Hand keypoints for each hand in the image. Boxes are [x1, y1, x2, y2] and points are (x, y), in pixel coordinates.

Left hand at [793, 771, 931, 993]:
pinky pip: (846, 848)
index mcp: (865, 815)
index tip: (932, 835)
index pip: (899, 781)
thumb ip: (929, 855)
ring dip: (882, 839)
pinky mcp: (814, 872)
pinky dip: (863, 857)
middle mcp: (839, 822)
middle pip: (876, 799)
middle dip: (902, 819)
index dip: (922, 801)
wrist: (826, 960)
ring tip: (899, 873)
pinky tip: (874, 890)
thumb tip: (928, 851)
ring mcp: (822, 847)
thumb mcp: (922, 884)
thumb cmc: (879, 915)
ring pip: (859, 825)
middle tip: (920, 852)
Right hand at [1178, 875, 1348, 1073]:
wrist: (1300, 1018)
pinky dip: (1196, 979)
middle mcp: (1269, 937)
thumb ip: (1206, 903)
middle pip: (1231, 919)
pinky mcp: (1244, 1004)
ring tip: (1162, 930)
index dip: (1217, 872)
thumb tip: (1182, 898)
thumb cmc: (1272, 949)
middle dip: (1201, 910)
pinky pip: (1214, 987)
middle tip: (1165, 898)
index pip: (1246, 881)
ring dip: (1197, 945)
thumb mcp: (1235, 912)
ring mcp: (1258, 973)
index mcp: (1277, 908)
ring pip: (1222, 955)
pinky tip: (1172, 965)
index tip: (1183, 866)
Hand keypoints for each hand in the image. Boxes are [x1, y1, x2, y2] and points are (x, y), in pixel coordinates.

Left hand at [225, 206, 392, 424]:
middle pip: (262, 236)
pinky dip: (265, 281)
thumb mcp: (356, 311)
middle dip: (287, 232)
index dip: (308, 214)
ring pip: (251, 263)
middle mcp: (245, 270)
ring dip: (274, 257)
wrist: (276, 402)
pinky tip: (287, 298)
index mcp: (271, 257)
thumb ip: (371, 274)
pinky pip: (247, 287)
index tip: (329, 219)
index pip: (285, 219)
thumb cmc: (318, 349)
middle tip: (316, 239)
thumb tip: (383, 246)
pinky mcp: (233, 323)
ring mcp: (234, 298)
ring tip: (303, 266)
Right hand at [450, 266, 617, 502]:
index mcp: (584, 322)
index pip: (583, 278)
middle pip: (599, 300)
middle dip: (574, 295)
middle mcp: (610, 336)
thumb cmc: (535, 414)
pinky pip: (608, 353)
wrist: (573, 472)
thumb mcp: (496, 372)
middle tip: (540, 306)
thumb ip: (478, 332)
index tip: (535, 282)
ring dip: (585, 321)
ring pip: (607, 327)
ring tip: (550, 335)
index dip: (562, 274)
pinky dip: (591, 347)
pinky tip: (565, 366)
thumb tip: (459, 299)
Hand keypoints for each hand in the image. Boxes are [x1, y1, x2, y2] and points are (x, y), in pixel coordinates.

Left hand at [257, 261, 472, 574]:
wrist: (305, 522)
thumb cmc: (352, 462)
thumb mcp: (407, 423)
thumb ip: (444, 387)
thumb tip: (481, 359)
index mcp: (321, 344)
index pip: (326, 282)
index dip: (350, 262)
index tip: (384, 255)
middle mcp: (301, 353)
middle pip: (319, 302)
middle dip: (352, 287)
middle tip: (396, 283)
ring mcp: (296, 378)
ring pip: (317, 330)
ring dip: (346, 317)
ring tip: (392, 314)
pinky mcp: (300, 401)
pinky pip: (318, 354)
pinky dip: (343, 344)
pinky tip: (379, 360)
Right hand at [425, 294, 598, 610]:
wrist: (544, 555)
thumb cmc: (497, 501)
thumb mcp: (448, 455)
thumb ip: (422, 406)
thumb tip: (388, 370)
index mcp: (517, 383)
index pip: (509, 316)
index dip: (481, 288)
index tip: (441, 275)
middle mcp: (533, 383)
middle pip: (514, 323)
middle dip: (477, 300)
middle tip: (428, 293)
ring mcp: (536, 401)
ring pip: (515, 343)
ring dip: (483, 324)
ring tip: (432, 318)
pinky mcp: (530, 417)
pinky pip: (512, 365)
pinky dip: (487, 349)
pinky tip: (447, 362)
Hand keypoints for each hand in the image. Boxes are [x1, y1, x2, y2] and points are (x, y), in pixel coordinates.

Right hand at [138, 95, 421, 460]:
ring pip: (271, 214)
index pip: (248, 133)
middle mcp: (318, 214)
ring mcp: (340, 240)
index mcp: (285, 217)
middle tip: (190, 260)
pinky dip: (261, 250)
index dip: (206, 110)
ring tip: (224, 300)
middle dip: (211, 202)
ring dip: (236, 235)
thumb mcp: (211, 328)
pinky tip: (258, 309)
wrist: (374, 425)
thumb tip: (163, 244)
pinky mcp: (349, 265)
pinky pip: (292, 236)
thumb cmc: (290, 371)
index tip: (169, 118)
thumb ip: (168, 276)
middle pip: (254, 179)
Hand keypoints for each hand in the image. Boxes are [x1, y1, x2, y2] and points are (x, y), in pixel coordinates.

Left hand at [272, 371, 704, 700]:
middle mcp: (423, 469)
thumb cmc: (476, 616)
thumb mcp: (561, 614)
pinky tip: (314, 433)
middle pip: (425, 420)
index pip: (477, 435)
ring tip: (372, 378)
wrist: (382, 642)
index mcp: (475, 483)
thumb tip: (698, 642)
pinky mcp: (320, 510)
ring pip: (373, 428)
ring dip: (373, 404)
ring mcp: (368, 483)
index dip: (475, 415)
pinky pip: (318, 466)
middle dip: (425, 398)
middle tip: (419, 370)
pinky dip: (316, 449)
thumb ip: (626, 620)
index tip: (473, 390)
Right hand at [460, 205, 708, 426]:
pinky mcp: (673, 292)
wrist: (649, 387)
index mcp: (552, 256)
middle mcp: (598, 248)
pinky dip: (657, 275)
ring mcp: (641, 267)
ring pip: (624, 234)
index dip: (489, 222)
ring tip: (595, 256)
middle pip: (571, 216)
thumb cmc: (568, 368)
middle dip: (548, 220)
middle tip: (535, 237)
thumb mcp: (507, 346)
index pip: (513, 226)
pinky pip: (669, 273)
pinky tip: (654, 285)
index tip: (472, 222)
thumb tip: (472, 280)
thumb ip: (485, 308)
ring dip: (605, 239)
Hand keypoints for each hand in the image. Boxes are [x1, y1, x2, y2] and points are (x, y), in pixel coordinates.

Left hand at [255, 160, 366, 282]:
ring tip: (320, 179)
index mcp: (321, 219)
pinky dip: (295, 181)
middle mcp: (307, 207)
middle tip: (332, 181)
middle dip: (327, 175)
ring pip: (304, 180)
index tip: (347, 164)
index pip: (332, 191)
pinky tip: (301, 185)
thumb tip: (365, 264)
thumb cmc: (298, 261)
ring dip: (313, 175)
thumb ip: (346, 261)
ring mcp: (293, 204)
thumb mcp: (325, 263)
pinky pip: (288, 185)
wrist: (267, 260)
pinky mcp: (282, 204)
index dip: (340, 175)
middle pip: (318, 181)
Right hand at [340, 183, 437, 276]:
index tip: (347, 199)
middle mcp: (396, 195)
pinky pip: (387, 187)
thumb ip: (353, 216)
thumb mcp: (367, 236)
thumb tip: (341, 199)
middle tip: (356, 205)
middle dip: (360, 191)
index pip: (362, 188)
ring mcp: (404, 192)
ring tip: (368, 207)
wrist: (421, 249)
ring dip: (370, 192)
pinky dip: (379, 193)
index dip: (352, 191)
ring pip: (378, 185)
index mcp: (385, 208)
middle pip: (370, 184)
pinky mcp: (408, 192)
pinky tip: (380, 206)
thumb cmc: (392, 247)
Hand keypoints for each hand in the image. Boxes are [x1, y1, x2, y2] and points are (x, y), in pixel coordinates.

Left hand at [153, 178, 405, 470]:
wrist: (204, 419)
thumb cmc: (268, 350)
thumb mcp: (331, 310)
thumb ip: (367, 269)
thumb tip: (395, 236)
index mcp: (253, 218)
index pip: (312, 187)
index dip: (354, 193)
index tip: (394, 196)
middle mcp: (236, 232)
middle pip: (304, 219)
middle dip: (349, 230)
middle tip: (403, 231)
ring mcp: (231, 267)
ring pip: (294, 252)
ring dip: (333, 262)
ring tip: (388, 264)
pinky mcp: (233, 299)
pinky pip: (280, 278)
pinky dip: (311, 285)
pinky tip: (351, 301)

::::::::

● Work item:
What belongs in the answer is each line of the listing that contains the word "wrist".

● Expected answer:
wrist: (826, 960)
wrist: (1300, 1018)
wrist: (276, 402)
wrist: (573, 472)
wrist: (305, 522)
wrist: (544, 555)
wrist: (374, 425)
wrist: (382, 642)
wrist: (649, 387)
wrist: (267, 260)
wrist: (421, 249)
wrist: (204, 419)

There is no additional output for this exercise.